TopCoder SRM 653 has ignited this week's contests on Tuesday (problems, results, top 5 on the left). Egor and Kazuhiro were in their own league with amazingly fast solutions both for the medium and for the hard problem, but Egor has squeezed out the victory during the challenge phase - congratulations!

The most interesting part of this round, in my view, was coming up with a challenge for the easy problem. You were given a sequence of numbers with some numbers replaced by wildcards, and were guaranteed that the sequence before replacement by wildcards consisted of several consecutive segments of equal numbers, where each number is equal to the length of the corresponding segment, for example: 3, 3, 3, 4, 4, 4, 4, 2, 2, 2, 2 (3x3+4x4+2x2+2x2), then 3, *, 3, *, *, 4, 4, *, *, 2, * with wildcards. The problem asked to check if there's more than one way to reconstruct the numbers that were replaced by wildcards, and many people have simply counted the number of ways to reconstruct the numbers, and compared it with 1.
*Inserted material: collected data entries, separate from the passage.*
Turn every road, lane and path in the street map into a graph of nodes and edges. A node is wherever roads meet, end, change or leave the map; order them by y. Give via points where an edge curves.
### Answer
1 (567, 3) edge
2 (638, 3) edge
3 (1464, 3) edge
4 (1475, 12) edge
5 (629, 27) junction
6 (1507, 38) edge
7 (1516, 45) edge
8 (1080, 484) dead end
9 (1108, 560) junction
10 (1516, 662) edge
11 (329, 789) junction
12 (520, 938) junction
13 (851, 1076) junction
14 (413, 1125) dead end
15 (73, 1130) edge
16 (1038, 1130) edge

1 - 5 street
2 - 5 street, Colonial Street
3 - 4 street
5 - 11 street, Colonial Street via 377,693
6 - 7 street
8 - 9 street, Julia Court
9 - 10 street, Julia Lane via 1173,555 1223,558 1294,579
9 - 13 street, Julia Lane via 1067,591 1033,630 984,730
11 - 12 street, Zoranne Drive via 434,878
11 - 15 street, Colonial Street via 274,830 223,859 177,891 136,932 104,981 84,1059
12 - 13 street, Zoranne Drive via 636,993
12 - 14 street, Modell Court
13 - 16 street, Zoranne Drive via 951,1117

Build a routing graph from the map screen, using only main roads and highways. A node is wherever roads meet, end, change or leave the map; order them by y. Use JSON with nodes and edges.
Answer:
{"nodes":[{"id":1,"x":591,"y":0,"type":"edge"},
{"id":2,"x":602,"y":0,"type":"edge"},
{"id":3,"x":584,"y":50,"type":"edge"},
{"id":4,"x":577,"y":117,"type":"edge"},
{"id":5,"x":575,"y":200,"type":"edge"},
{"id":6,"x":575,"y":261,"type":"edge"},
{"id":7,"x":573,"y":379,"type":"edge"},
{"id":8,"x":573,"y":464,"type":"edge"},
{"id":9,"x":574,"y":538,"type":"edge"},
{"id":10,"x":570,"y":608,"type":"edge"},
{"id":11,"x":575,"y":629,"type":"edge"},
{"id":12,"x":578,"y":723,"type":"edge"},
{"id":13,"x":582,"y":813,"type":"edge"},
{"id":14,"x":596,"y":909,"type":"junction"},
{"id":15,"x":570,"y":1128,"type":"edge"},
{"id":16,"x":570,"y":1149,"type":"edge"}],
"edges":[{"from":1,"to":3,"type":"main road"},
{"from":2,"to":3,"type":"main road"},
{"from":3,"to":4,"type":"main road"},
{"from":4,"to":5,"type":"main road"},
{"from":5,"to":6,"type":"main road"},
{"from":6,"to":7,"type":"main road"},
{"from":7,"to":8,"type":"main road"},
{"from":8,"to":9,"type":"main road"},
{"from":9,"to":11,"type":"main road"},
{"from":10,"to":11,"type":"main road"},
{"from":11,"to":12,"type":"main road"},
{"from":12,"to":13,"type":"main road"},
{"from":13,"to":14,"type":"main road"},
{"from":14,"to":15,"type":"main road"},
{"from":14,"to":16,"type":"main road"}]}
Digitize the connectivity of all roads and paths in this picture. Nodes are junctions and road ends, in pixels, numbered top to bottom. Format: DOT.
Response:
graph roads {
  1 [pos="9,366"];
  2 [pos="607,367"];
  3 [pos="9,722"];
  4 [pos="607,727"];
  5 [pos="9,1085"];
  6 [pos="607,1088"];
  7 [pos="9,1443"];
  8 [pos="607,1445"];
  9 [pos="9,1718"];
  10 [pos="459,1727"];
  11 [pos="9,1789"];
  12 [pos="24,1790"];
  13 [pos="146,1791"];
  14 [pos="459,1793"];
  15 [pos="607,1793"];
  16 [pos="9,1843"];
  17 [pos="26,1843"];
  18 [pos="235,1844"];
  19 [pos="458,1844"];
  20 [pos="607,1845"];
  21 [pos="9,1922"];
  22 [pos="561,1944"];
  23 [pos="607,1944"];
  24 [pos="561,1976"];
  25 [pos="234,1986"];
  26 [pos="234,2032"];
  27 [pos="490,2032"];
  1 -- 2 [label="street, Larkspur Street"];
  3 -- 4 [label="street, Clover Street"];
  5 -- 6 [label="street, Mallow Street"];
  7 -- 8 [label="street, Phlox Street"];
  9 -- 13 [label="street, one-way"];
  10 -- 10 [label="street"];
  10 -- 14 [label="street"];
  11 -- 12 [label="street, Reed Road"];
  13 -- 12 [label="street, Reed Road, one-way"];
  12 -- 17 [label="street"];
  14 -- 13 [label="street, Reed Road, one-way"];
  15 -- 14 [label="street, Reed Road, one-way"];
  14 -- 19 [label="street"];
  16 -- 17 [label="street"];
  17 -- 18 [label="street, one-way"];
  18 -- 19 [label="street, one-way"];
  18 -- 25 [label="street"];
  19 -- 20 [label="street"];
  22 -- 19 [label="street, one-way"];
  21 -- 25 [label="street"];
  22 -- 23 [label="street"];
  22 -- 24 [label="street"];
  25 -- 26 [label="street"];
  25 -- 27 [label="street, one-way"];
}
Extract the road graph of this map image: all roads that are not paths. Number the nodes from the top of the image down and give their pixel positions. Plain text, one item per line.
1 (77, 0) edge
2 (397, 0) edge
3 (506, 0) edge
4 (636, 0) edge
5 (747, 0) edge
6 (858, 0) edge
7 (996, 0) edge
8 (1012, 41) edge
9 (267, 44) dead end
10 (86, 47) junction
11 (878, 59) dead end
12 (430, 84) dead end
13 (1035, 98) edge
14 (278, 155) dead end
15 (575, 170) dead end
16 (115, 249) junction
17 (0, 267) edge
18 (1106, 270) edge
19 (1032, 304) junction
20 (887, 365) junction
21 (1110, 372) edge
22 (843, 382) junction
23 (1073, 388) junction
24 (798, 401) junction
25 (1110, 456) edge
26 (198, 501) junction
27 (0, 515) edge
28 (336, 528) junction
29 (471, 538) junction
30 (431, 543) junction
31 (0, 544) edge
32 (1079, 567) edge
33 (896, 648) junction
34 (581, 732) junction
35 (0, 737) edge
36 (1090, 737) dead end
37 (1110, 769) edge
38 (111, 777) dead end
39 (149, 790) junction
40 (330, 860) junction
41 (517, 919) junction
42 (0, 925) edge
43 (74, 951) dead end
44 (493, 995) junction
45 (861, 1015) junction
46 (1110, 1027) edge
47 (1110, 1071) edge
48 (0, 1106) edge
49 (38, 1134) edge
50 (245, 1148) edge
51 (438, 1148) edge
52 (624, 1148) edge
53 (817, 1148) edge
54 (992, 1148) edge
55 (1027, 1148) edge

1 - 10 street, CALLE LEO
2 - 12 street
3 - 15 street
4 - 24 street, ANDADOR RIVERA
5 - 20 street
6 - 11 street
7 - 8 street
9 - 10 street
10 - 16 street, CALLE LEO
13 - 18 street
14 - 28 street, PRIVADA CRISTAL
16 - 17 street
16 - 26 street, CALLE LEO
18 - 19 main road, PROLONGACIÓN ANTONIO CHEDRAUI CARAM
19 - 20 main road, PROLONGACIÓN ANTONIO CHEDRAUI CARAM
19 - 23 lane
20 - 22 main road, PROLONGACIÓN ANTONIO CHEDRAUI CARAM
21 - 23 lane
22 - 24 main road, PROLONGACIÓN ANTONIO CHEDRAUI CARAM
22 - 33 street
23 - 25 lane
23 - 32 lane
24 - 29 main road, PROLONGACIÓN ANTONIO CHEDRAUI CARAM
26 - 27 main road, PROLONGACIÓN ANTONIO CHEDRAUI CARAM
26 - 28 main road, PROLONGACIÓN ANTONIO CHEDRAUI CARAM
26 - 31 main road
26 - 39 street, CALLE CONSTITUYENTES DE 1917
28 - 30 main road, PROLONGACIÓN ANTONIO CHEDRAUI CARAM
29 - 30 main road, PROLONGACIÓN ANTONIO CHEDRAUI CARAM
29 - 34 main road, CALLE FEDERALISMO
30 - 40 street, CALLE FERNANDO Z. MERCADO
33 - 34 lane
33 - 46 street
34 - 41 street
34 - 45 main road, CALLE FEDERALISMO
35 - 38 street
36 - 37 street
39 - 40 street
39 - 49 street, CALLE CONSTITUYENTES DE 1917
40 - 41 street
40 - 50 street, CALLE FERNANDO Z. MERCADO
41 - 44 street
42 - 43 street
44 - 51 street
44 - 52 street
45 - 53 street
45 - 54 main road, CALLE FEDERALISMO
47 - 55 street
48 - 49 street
Many of those people have used the 32-bit integer type to count the number of ways, but it's not sufficient to count the number of ways for a sequence of length 100, so their solutions might fail if the total number of ways is k*232+1. I found one such solution during the challenge phase, and tried to create a testcase to fail it - but could not, and neither did the system test fail it. However, right after the SRM Misha 'Endagorion' has posted such testcase on Codeforces. Can you come up with a tricky testcase without following that link?

Codeforces Round 296 (problems, results, top 5 on the left) happened later that day. I've skipped the round, but want to congratulate piob on the amazing victory which he achieved in just 54 minutes out of two hours!

On Saturday, VK Cup 2015 Round 1 pioneered a (relatively) original competition format: 2 person teams (problems, results, top 5 on the left). Congratulations to Boris and Adam on the victory! The pre-round favorite team "Never Sorry" has led through most of the contest, but had to resubmit the solution for the hardest problem several minutes before the end of the round and dropped to fourth place. The reason for their resubmission? Their solution made an out-of-bounds access, namely tried to reach n+1-st character in an n-character string. Since they were using C++, this would have flown just fine if that was an ordinary string, but they had their own class since the string was constructed implicitly, and it had an explicit assertion for out-of-bounds accesses. Indeed, removing line 87 "assert(false);" from their first submission makes it pass the system test!

I have to admit that this example goes against my philosophy that more strict languages like Java or Pascal lead to higher probability of passing the system test because more bugs can be caught during the coding phase. Of course, this is just one example :)

VK Cup 2015 Round 1 online mirror was held several hours later with a slightly modified problemset (problems, results, top 5 on the left). Congratulations to Ivan on his first victory on Codeforces!

Now, let's come back to the problem I described last week and the new data structure. You are given a tree with at most 105 vertices, where each edge has an integer length, and a sequence of 105 updates and queries. Each update tells to color all vertices in the tree that are at most the given distance from the given vertex with the given color. Each query requires you to output the current color of a given vertex.

The data structure as described in the Russian post-match discussion and in another Codeforces comment is called "Centroid Decomposition of a Tree". We start by finding the centroid of the tree: a vertex such that it splits the tree into components of size at most N/2, where N is the number of vertices in the tree. One way to find such vertex is to pick an arbitrary root, then run a depth-first search computing the size of each subtree, and then move starting from root to the largest subtree until we reach a vertex where no subtree has size greater than N/2.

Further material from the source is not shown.